Mais la découverte fortuite des échecs vers l'âge de 10 ans va faire basculer sa vie. A compter de ce jour, Loujine sera littéralement habité par les échecs. Génie précoce des échecs, il est rapidement pris en charge par un entraîneur qui va le faire jouer dans tous les tournois d'Europe pendant une quinzaine d'années. Mais Loujine surmené va devoir arrêter les échecs pour préserver sa santé mentale. Il est trop tard. Même les efforts de sa femme pour lui épargner tout rappel des échecs ne parviendront pas à enrayer la lente dégradation mentale de Loujine... Possédé par les échecs au point de voir dans chaque événement de sa vie un coup d'échec contre lui (très belle construction de Nabokov), Loujine s'égare et l'on suit avec angoisse et pitié la décomposition implacable de son esprit.

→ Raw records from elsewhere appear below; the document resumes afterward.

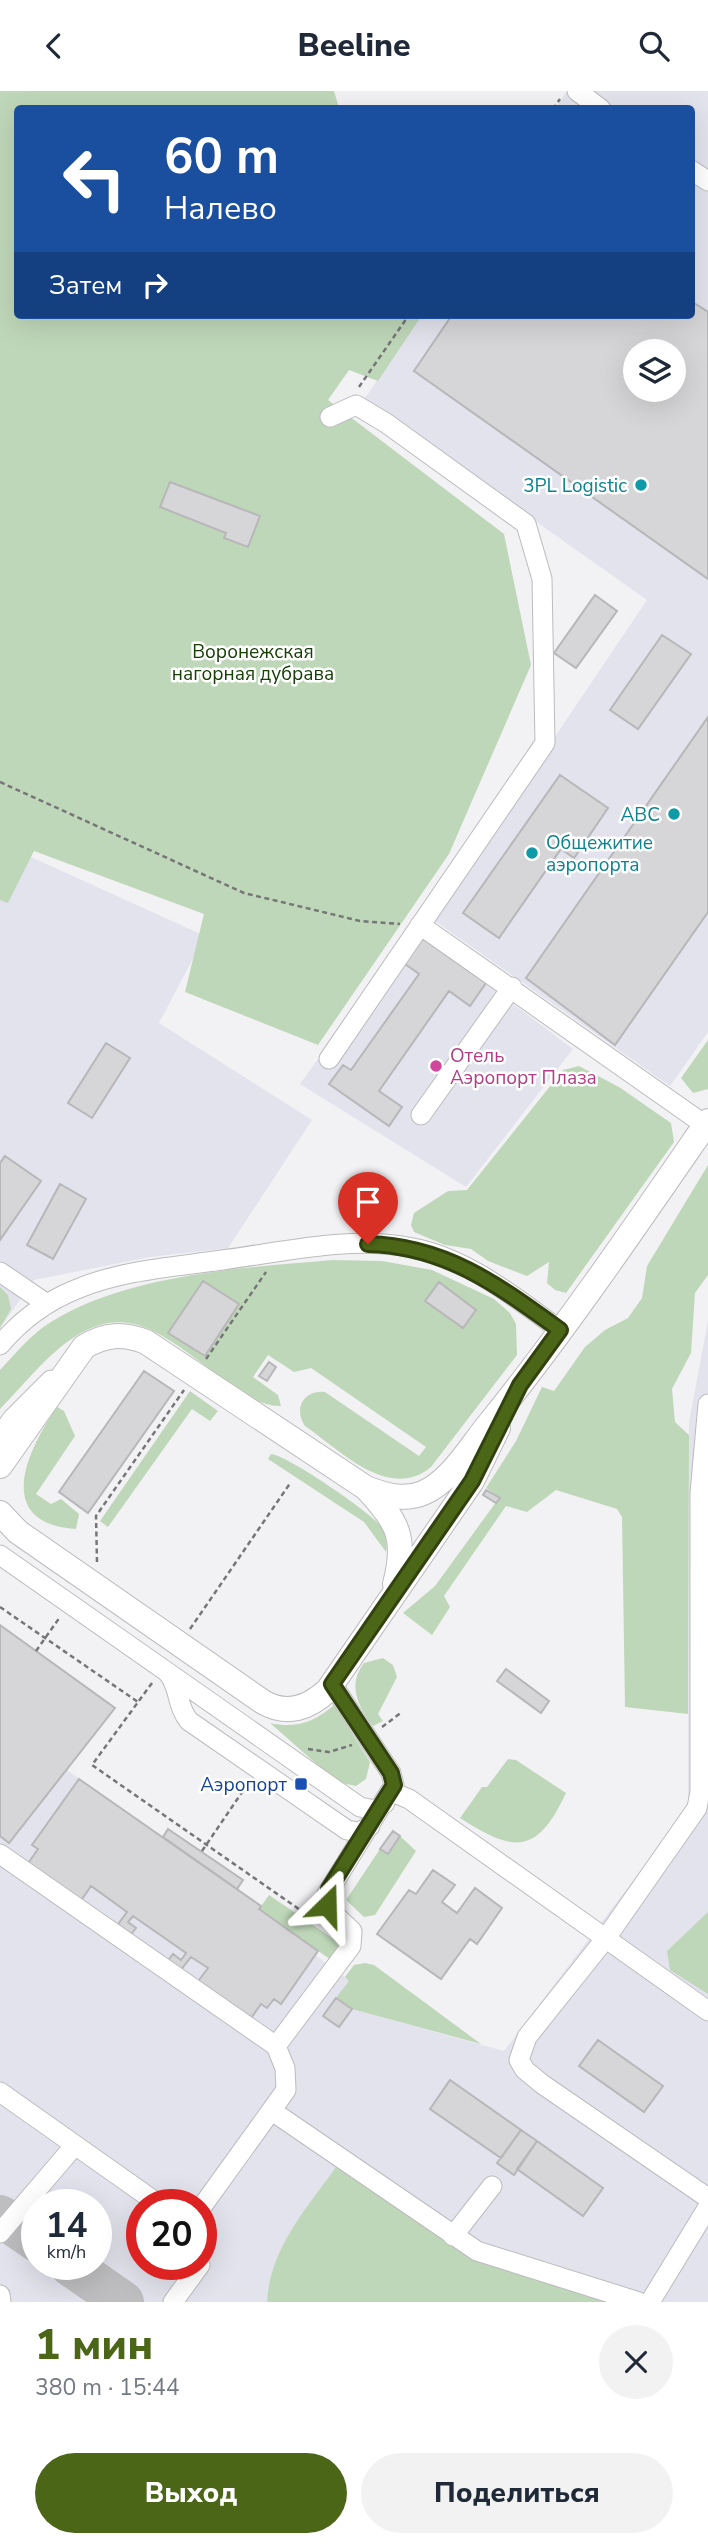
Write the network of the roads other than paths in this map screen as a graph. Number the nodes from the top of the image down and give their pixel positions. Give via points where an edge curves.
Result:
1 (577, 91) edge
2 (596, 105) edge
3 (330, 417) dead end
4 (420, 925) junction
5 (512, 988) junction
6 (329, 1059) dead end
7 (421, 1115) dead end
8 (707, 1123) edge
9 (0, 1272) edge
10 (47, 1304) junction
11 (560, 1330) junction
12 (0, 1345) edge
13 (75, 1358) junction
14 (520, 1385) junction
15 (708, 1404) edge
16 (0, 1436) edge
17 (0, 1466) edge
18 (366, 1487) junction
19 (0, 1513) edge
20 (0, 1555) edge
21 (391, 1598) junction
22 (164, 1669) junction
23 (332, 1684) junction
24 (389, 1797) junction
25 (370, 1826) junction
26 (0, 1854) edge
27 (606, 1938) junction
28 (708, 2011) edge
29 (276, 2046) junction
30 (0, 2092) edge
31 (272, 2111) junction
32 (75, 2145) junction
33 (492, 2186) dead end
34 (137, 2189) edge
35 (215, 2189) edge
36 (708, 2198) edge
37 (708, 2207) edge
38 (0, 2233) edge
39 (453, 2236) junction
40 (189, 2280) edge
41 (0, 2295) edge
42 (1, 2302) edge
43 (173, 2302) edge
44 (639, 2302) edge
45 (650, 2302) edge

1 - 2 street
3 - 4 street via 356,405 526,524 541,579 545,743
4 - 5 street
4 - 6 street
5 - 7 street
5 - 8 street
8 - 11 main road
9 - 10 street
10 - 11 street via 97,1281 131,1274 325,1246 392,1245 429,1252 479,1276
10 - 12 street
11 - 14 main road
13 - 16 street
13 - 17 main road
13 - 18 main road via 96,1339 121,1335 146,1342
14 - 18 main road via 436,1485 408,1497
14 - 21 main road via 472,1481
15 - 27 street via 700,1493 699,1802 694,1817
18 - 21 main road via 399,1534 402,1552
19 - 23 main road via 18,1532 263,1702 280,1709 306,1706
20 - 22 street
21 - 23 main road
22 - 24 street via 360,1807 375,1810
22 - 25 street via 189,1721 347,1830 359,1832
23 - 24 street via 391,1773
24 - 25 street
24 - 27 street via 409,1799
25 - 29 street via 326,1899 329,1909 350,1926 351,1945
26 - 29 street
27 - 28 street
27 - 36 street via 527,2037 519,2060 542,2084
29 - 31 street via 287,2080
30 - 32 street
31 - 35 street
31 - 39 street
32 - 34 street
32 - 38 street
33 - 39 street
37 - 45 street
39 - 44 street via 507,2263
40 - 43 street
41 - 42 street

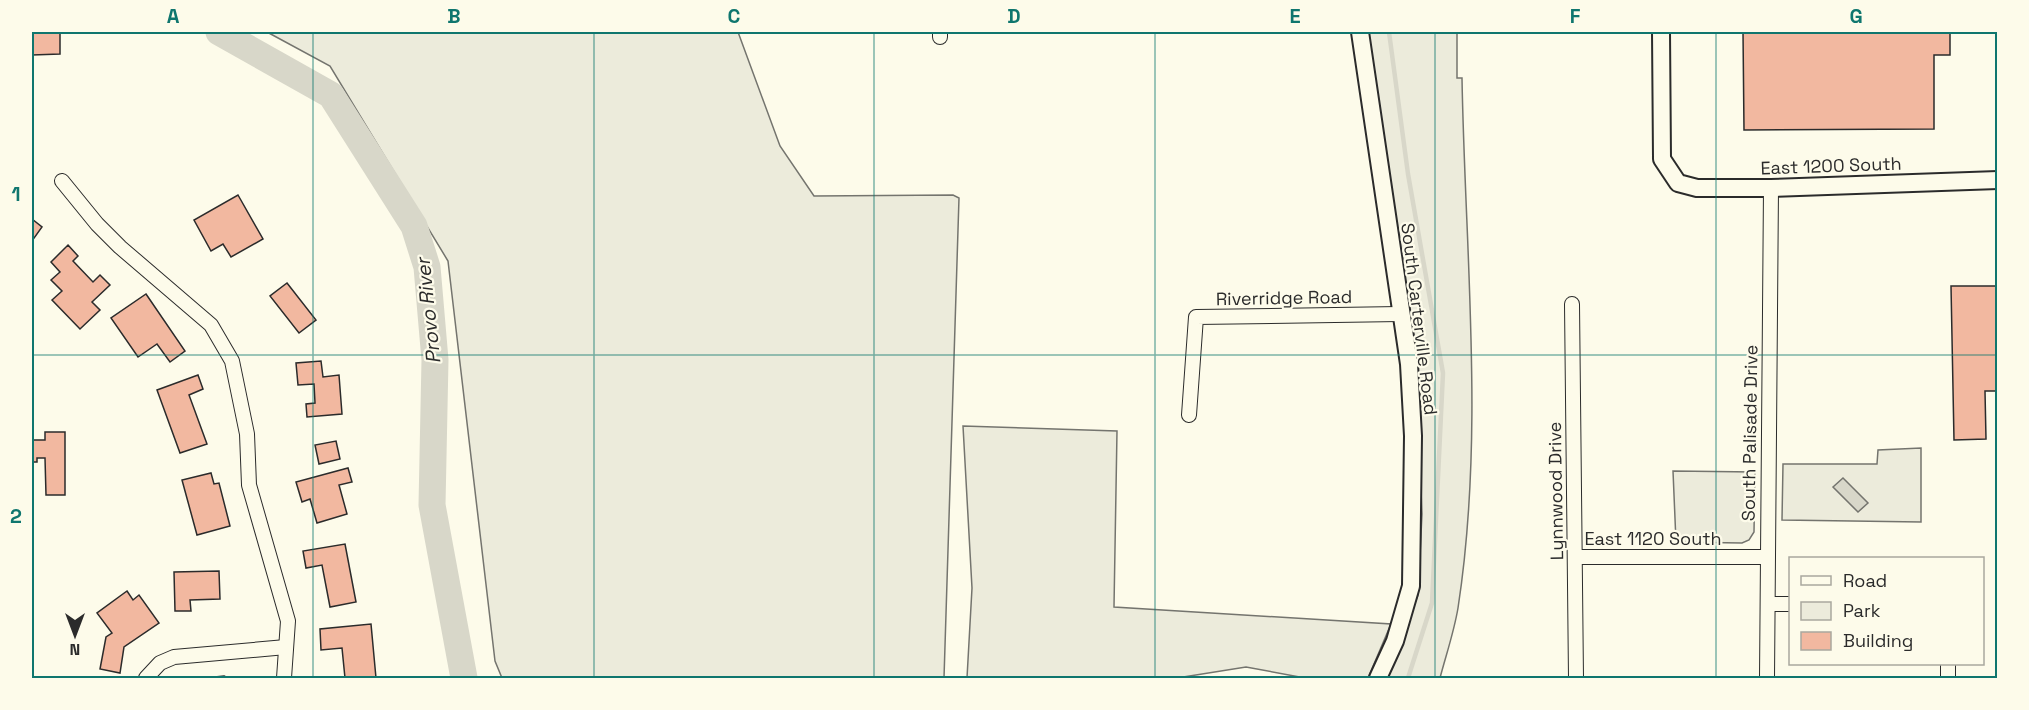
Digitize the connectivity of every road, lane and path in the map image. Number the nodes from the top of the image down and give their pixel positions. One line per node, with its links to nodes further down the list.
1 (1360, 32): 7 (street, South Carterville Road)
2 (1661, 32): 5 (street, East 1200 South)
3 (1998, 180): 5 (street, East 1200 South)
4 (62, 181): 13 (street)
5 (1771, 188): 10 (street, South Palisade Drive)
6 (1572, 304): 9 (street, Lynnwood Drive)
7 (1400, 314): 8 (street, Riverridge Road); 16 (street, South Carterville Road)
8 (1189, 415)
9 (1575, 557): 10 (street, East 1120 South); 17 (street, Lynnwood Drive)
10 (1766, 557): 11 (street, South Palisade Drive)
11 (1768, 604): 12 (street); 18 (street, South Palisade Drive)
12 (1789, 604)
13 (286, 647): 14 (street); 15 (street)
14 (146, 678)
15 (284, 678)
16 (1378, 678)
17 (1576, 678)
18 (1767, 678)

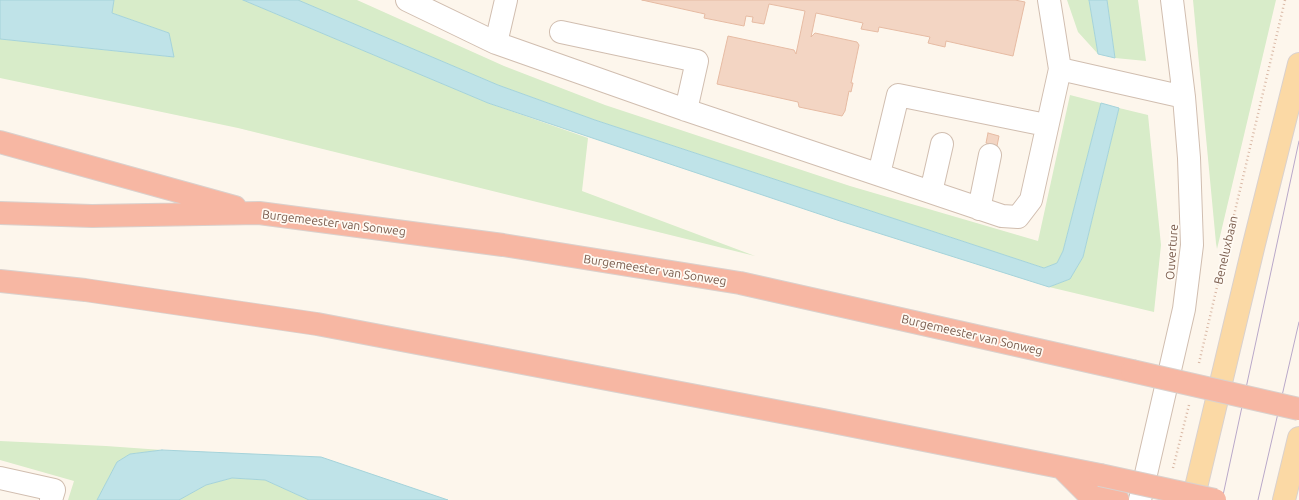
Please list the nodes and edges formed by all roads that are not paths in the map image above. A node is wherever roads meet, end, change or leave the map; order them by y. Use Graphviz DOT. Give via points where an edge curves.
graph roads {
  1 [pos="407,0"];
  2 [pos="506,0"];
  3 [pos="1049,0"];
  4 [pos="1172,0"];
  5 [pos="561,32"];
  6 [pos="496,43"];
  7 [pos="1299,64"];
  8 [pos="1060,69"];
  9 [pos="1184,97"];
  10 [pos="686,110"];
  11 [pos="1046,125"];
  12 [pos="0,142"];
  13 [pos="942,144"];
  14 [pos="990,155"];
  15 [pos="879,174"];
  16 [pos="931,192"];
  17 [pos="979,208"];
  18 [pos="0,213"];
  19 [pos="259,213"];
  20 [pos="0,280"];
  21 [pos="1299,409"];
  22 [pos="1299,438"];
  23 [pos="0,478"];
  24 [pos="1098,485"];
  25 [pos="51,500"];
  26 [pos="1118,500"];
  27 [pos="1140,500"];
  28 [pos="1193,500"];
  29 [pos="1215,500"];
  30 [pos="1284,500"];
  1 -- 6 [label="street"];
  2 -- 6 [label="street"];
  3 -- 8 [label="street"];
  4 -- 9 [label="street, Ouverture"];
  5 -- 10 [label="street" via="696,61"];
  6 -- 10 [label="street"];
  7 -- 28 [label="main road"];
  8 -- 9 [label="street"];
  8 -- 11 [label="street"];
  9 -- 27 [label="street, Ouverture" via="1192,245 1184,309"];
  10 -- 15 [label="street"];
  11 -- 15 [label="street" via="898,95"];
  11 -- 17 [label="street" via="1031,200 1018,216 1002,216"];
  12 -- 19 [label="highway"];
  13 -- 16 [label="street"];
  14 -- 17 [label="street"];
  15 -- 16 [label="street"];
  16 -- 17 [label="street"];
  18 -- 19 [label="highway, Burgemeester van Sonweg" via="92,216"];
  19 -- 21 [label="highway, Burgemeester van Sonweg, bridge" via="503,245 740,284"];
  20 -- 24 [label="highway" via="317,324 1062,468"];
  22 -- 30 [label="main road"];
  23 -- 25 [label="street" via="54,490"];
  24 -- 26 [label="highway"];
  24 -- 29 [label="highway, bridge"];
}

Loujine n'a rien d'un héros particulièrement sympathique : laid, fruste, impoli, impuissant à communiquer et à comprendre les autres mais il est attachant et l'on se surprend à espérer une fin heureuse pour lui. Nabokov a merveilleusement décrit les affres par lesquelles passe Loujine : angoisse quasi permanente, calme temporaire quand il lui semble avoir maîtrisé une attaque contre lui, désespoir et horreur quand il se rend compte qu'il ne peut échapper à ces attaques, dissimulation de son véritable état d'esprit à sa femme...
Sur ce même thème des échecs, j'avais adoré le joueur d'échecs de Stefan Zweig, court roman percutant, mais finalement je crois que je lui préfère de loin le roman de Nabokov.